Izin Pengembang EBT Harus Dipangkas

Pemerintah harus memberi insentif kepada investor yang giat mengembangkan pembangkit listrik EBT seperti PLTS Atap, hydro, maupun panas bumi. Insentif tersebut bisa dalam bentuk memperpendek masa pembangunan, memudahkan perizinan agar biaya produksi lebih efisien. Asosiasi Energi Surya Indonesia (AESI) sebelumnya meminta PT PLN (Persero) menjalankan Peraturan Menteri ESDM dengan tidak membatasi pemanfaatan PLTS Atap hanya 10-15 persen dari kapasitas listrik terpasang di sektor industri. Ketua Umum AESI, Fabby Tumiwa, menilai kebijakan PLN tersebut bisa mempengaruhi target energi terbarukan yang dicanangkan pemerintah.

Sementara Ketua Asosiasi Panas Bumi Indonesia, Prijandaru Effendi, mengatakan potensi panas bumi sangat besar, namun masa pembangunannya lama sehingga harga listriknya jadi mahal. Pemerintah, bisa memperpendek masa pengembangan pembangkit panas bumi agar harga jual listrik lebih murah dan feasible bagi pengembang.

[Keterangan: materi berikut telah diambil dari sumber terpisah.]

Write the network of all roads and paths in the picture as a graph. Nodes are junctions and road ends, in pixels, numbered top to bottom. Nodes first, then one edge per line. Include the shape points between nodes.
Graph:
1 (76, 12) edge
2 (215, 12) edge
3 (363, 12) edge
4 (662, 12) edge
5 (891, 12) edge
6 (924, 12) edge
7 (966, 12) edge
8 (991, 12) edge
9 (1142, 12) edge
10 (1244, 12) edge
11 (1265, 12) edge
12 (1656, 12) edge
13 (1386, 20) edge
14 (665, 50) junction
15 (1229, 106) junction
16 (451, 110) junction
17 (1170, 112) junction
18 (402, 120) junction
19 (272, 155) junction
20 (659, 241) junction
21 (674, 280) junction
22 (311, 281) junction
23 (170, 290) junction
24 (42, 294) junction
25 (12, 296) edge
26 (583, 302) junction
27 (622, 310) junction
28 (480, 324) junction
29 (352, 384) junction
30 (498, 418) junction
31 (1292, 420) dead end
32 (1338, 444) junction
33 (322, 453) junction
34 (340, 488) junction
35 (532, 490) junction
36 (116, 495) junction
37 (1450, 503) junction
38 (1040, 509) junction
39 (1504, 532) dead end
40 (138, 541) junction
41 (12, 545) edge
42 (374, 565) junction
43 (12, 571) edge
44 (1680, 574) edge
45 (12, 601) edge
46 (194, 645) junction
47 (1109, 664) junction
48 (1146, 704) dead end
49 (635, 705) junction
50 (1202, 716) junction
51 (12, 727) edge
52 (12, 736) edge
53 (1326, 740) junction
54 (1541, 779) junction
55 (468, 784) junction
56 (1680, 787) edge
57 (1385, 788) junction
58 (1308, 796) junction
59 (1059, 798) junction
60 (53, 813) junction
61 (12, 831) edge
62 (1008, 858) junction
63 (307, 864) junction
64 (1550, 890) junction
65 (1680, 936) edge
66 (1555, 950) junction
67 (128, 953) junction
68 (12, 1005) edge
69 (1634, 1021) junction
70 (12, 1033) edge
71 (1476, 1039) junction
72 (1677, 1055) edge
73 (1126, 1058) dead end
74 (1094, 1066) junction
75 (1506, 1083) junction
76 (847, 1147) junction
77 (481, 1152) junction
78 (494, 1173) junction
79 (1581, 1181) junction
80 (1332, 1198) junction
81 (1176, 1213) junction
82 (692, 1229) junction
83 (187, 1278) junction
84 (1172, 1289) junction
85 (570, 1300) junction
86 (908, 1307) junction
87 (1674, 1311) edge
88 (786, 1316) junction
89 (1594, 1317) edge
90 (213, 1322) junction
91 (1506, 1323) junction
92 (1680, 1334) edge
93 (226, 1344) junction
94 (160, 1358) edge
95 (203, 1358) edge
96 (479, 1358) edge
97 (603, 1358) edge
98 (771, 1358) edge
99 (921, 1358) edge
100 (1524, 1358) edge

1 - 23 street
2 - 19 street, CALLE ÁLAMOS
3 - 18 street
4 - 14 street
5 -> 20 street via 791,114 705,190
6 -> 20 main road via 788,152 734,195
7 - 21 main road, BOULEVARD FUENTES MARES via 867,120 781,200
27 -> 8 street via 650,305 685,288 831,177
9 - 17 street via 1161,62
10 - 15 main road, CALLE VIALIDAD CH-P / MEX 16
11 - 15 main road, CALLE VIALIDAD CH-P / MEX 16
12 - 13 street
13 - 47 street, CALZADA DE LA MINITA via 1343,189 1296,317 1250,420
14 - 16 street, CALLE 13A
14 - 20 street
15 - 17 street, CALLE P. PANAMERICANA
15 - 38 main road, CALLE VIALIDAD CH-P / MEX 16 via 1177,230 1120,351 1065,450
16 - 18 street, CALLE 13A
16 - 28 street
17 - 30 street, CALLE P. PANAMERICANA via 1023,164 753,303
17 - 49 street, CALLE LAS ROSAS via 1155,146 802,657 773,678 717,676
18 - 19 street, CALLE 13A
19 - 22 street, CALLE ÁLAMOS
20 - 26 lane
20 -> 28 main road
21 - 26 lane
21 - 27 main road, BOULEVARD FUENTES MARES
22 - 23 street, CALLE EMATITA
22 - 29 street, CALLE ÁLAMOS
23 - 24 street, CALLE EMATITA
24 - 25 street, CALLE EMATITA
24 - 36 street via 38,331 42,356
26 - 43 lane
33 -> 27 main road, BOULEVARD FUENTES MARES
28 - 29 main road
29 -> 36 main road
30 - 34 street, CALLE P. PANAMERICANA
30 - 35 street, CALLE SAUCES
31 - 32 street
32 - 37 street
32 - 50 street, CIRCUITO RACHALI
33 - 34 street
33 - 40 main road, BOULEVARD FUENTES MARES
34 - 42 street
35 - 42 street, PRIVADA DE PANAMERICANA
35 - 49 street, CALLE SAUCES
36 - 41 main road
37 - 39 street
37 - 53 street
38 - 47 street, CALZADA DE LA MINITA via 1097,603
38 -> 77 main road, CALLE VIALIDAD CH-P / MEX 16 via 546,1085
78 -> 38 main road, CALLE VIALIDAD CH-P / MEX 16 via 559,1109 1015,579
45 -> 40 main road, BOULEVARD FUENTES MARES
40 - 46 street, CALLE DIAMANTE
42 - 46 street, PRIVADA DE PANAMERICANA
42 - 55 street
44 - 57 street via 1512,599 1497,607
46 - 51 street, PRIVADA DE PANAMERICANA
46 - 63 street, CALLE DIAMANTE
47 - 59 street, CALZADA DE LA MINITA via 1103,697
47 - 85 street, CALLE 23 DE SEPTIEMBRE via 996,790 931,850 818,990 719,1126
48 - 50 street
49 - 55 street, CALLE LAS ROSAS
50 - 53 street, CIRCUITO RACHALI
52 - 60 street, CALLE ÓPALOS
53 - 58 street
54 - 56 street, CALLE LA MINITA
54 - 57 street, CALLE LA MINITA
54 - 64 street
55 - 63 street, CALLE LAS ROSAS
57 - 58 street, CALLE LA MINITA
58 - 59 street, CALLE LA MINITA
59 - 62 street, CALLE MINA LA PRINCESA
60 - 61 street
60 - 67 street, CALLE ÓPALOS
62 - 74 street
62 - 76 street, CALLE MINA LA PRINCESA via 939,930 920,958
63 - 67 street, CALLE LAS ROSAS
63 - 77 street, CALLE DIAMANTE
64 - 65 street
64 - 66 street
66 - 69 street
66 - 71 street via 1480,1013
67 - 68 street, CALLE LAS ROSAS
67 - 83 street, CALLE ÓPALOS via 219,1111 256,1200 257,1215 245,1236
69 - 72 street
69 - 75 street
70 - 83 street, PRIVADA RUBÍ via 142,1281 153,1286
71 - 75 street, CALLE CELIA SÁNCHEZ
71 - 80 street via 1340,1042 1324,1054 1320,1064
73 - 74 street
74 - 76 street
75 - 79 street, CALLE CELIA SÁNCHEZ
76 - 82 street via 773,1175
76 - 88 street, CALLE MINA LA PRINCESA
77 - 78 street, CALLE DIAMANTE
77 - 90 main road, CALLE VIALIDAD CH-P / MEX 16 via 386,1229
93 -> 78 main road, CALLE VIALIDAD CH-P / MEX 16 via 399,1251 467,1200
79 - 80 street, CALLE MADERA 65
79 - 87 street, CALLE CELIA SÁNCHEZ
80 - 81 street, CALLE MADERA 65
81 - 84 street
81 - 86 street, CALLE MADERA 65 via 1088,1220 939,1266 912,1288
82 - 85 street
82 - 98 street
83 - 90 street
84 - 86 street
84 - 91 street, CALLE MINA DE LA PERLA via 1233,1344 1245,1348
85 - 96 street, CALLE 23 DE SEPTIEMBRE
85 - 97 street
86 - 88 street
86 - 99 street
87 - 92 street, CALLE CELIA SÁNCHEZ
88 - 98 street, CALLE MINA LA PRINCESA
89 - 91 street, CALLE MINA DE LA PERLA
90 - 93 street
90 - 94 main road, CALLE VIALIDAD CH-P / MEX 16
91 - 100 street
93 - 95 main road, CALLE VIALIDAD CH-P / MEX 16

Jika mengikuti bussines as usual, waktu penggarapan panas bumi bisa sampai 12 tahun. Kalau waktunya bisa dikurangi 4-5 tahun, bisa menurunkan harga jual listrik.

Direktur Panas Bumi, Ditjen Energi Baru Terbarukan dan Konservasi Energi, Kementerian Energi dan Sumber Daya Mineral, Harris Yahya, mengatakan ada enam poin yang bisa mempercepat pengembangan EBT di Indonesia, yakni Rancangan Perpres tentang harga EBT, Penerapan Permen ESDM tentang PLTS Atap, Mandatori bahan bakar nabati (BBN), pemberian insentif fiskal dan nonfiskal, kemudahan perizinan usaha, dan mendorong demand ke arah energi listrik. Direktur Utama PT Pertamina Geothermal Energi, Ahmad Yuniarto, mengatakan perusahaan pengembang panas bumi harus bisa mencapai efisiensi tinggi agar harganya bisa kompetitif.